As setas amarelas indicam os núcleos HEp-2 convencionais e as setas azuis indicam os núcleos HEp-2 projetados. Para todas as combinações de reações representadas, o substrato nocaute 70 pontilhado fino e denso mostra uma clara diferença de intensidade entre as células não modificadas e as células modificadas no mesmo campo de visão. Isso ajuda a distinguir reações 70 monoespecíficas e mistas densas e salpicadas finas.
Os autoanticorpos contra antígenos nucleares e citoplasmáticos são altamente prevalentes em doenças autoimunes sistêmicas. O padrão pontilhado fino denso resultante de autoanticorpos contra DFS70, também conhecido como proteína PSIP1, foi relatado como altamente prevalente em populações saudáveis. Além disso, esses autoanticorpos DFS70 ocorrem tanto isoladamente quanto com outros ANAs associados à doença.
Isso torna fundamental para os laboratórios clínicos distinguir com precisão esse padrão de outros padrões associados a doenças. Por exemplo, em um padrão salpicado homogêneo misto, que está associado ao lúpus, pode ser mal interpretado como padrão DFS70 que necessita de vários ensaios confirmatórios. O método de imunofluorescência indireta usando substratos HEp-2 é considerado o método de triagem padrão-ouro para ANAs.
No entanto, a precisão é altamente dependente da habilidade do técnico, da execução cuidadosa das etapas individuais e da interpretação precisa dos padrões resultantes. Por outro lado, a avaliação comparativa de substratos nocaute convencionais para HEp-2 e DFS70 demonstra a utilidade desse novo substrato na distinção do padrão DFS70 com alta confiança, durante a triagem de ANAs. A interpretação adicional dos padrões DFS70 monopositivos e mistos foi relativamente simplificada usando este substrato HEp-2 aprimorado.
O novo substrato usa um protocolo padrão de imunofluorescência indireta e critérios de interpretação estabelecidos para todos os padrões de FAN clinicamente relevantes.
Este artigo apresenta um novo ensaio imunofluorescente indireto utilizando um substrato HEp-2 com deleção de partículas finas densas de 70 kDa para triagem de autoanticorpos antinucleares (ANAs).
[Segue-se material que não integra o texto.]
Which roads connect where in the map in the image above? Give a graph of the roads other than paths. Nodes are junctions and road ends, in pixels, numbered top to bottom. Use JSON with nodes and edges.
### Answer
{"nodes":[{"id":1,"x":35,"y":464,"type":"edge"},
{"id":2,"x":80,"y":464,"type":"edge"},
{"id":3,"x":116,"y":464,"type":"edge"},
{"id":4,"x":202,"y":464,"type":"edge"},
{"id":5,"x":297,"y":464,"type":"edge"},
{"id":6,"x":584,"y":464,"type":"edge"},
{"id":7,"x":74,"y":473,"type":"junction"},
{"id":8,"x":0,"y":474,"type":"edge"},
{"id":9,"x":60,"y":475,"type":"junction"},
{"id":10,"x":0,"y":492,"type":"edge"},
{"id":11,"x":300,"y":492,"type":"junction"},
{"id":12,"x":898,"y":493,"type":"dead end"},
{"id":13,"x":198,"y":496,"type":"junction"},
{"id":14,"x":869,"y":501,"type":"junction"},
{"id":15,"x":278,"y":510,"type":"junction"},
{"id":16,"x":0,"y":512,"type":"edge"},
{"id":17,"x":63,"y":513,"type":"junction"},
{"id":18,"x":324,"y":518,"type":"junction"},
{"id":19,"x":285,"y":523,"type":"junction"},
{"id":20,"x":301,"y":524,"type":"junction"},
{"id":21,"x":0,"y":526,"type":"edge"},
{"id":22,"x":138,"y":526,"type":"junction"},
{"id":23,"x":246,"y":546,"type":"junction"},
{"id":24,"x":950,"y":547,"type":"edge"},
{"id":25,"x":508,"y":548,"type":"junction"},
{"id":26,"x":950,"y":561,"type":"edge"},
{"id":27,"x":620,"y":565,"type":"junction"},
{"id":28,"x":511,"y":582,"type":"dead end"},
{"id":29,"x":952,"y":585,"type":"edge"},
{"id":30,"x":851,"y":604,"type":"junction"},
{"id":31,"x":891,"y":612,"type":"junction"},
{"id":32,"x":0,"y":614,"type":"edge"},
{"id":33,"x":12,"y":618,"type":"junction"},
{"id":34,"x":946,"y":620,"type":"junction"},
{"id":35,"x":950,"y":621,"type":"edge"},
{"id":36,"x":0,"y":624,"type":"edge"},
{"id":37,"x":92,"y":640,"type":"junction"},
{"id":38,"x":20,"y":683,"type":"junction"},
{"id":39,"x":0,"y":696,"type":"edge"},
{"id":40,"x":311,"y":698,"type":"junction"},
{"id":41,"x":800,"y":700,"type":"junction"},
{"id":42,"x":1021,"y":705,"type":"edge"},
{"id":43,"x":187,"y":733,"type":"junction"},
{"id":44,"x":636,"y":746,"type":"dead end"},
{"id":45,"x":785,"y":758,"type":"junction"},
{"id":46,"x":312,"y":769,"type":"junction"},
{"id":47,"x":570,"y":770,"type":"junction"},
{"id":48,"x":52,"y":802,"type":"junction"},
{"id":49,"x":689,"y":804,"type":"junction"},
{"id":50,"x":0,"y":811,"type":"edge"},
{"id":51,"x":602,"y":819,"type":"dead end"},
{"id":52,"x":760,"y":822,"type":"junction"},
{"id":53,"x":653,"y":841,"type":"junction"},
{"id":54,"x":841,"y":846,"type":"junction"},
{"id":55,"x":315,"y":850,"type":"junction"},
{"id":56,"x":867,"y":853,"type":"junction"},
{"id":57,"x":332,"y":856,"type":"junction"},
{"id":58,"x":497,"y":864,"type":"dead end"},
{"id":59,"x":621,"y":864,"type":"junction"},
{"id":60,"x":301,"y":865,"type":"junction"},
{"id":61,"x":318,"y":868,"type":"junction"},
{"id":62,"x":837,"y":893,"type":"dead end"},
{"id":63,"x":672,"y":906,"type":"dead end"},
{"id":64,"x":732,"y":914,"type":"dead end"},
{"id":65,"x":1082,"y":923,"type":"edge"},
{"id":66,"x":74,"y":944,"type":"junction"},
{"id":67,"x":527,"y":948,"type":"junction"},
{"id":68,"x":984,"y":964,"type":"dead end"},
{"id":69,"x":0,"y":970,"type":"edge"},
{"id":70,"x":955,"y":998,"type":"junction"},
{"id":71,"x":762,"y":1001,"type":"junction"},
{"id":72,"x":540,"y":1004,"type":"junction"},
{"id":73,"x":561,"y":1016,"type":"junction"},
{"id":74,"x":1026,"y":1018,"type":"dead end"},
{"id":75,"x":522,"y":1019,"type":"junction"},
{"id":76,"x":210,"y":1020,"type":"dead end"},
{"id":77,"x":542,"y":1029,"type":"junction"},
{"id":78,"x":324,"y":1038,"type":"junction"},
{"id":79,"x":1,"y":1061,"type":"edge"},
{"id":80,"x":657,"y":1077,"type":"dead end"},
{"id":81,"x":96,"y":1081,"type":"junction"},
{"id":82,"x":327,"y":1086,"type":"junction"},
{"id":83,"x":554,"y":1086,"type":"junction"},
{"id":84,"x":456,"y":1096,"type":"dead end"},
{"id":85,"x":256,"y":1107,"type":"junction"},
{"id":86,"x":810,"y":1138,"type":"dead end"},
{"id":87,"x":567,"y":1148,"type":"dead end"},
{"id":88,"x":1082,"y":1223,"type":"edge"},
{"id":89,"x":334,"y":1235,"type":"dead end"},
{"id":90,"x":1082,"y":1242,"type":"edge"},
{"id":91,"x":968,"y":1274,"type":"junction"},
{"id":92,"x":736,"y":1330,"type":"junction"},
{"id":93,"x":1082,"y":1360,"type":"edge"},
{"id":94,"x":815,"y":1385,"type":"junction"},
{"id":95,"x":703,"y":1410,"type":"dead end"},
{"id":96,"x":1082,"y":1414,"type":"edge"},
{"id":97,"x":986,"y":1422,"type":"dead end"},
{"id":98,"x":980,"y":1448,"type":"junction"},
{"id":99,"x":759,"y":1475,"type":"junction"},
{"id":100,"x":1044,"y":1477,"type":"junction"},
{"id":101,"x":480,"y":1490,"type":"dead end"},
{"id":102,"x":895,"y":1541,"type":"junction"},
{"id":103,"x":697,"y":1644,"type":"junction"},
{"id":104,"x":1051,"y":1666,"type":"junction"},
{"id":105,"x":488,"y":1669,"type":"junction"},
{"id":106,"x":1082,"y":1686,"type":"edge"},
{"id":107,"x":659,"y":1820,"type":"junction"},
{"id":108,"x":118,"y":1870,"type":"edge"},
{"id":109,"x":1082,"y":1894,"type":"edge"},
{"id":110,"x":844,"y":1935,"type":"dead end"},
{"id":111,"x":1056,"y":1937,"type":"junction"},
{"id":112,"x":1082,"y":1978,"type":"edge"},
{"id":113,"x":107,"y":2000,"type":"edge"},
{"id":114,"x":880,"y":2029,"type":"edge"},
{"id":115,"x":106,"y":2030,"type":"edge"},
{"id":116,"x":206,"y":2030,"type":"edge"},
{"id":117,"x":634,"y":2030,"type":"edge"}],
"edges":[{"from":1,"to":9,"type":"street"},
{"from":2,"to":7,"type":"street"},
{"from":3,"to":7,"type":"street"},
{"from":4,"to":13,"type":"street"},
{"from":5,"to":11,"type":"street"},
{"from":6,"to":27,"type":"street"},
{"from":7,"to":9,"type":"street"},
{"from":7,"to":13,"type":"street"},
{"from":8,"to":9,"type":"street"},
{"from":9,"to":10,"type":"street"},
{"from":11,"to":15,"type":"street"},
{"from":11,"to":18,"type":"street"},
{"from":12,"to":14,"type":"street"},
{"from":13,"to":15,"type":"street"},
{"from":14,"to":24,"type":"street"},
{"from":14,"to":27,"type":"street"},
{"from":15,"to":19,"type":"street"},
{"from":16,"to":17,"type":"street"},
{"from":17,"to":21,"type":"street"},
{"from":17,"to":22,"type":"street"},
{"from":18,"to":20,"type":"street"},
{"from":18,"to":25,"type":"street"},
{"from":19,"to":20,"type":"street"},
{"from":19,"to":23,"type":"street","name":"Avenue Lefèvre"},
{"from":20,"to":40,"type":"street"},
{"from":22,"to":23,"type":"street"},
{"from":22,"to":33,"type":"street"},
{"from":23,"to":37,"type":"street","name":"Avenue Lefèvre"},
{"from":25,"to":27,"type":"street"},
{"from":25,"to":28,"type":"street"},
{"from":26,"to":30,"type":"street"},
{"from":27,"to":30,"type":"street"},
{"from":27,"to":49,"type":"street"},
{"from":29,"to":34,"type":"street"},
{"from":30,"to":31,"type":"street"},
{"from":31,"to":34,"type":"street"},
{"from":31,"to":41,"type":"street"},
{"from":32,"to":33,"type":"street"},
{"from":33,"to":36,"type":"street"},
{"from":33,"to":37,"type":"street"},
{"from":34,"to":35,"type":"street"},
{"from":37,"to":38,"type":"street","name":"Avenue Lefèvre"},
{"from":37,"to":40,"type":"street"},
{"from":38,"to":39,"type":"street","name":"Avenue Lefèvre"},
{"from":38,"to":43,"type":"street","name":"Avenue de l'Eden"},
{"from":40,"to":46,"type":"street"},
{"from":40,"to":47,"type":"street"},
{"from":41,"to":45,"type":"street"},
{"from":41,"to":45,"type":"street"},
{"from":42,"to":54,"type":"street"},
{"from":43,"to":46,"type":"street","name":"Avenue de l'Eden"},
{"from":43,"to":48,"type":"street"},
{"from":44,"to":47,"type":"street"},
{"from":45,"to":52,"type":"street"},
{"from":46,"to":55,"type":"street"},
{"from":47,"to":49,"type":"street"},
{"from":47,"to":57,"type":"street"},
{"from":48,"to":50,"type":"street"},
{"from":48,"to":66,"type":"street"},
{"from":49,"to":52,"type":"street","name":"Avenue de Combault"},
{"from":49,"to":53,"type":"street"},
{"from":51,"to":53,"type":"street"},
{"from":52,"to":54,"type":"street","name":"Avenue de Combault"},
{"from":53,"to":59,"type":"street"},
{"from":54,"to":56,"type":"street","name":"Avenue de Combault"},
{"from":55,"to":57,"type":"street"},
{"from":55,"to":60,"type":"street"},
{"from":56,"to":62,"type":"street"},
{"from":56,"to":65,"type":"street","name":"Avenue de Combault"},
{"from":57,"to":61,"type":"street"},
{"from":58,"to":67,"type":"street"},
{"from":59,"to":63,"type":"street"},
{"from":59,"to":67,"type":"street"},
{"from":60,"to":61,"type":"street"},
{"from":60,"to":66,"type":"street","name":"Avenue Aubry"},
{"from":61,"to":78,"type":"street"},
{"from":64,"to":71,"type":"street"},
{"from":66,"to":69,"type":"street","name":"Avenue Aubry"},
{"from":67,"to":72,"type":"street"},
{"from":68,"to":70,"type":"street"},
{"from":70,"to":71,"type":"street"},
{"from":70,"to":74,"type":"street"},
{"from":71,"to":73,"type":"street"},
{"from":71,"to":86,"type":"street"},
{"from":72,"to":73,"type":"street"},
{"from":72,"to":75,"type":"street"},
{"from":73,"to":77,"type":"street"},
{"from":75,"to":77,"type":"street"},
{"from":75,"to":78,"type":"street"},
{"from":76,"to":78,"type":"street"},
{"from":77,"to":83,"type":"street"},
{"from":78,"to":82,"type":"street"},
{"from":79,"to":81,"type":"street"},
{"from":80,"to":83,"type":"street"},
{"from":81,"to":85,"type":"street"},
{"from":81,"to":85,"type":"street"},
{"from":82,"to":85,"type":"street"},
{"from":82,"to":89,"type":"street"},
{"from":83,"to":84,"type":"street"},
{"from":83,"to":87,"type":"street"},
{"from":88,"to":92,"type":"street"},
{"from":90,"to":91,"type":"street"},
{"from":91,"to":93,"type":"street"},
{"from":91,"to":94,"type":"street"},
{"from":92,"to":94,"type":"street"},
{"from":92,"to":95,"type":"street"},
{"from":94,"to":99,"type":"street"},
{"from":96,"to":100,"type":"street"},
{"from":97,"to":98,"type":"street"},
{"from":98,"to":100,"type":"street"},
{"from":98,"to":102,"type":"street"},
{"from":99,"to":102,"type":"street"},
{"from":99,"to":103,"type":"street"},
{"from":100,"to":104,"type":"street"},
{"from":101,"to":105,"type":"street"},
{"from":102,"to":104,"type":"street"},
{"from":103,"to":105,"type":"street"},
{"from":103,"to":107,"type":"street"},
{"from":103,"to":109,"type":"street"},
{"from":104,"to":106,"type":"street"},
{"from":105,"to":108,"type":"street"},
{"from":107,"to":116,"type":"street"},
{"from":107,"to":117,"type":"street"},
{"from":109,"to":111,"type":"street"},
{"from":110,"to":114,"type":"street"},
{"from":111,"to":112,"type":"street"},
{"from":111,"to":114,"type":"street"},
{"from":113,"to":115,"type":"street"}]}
O método aprimorado aumenta a capacidade de distinguir padrões DFS70 de outros padrões de ANA associados a doenças, proporcionando alta confiança nos resultados.
A diferenciação precisa de padrões DFS70 de padrões de ANA associados a doenças permanece um desafio crítico nos diagnósticos autoimunes, impactando a confiança diagnóstica e as decisões subsequentes. O novo substrato HEp-2 com inativação gênica para DFS70 permite a detecção simultânea e distinção de padrões monoespecíficos e mistos de DFS70, mantendo a sensibilidade dos substratos HEp-2 convencionais. Este avanço favorece uma melhor validação de alvos e reduz a ambiguidade mecanicista em fluxos de trabalho de descoberta inicial, esclarecendo a especificidade dos autoanticorpos.
O método se insere no continuum de descoberta, desde a validação inicial do alvo até a identificação de compostos líderes, onde a especificidade dos autoanticorpos orienta a seleção do alvo e a validação da via.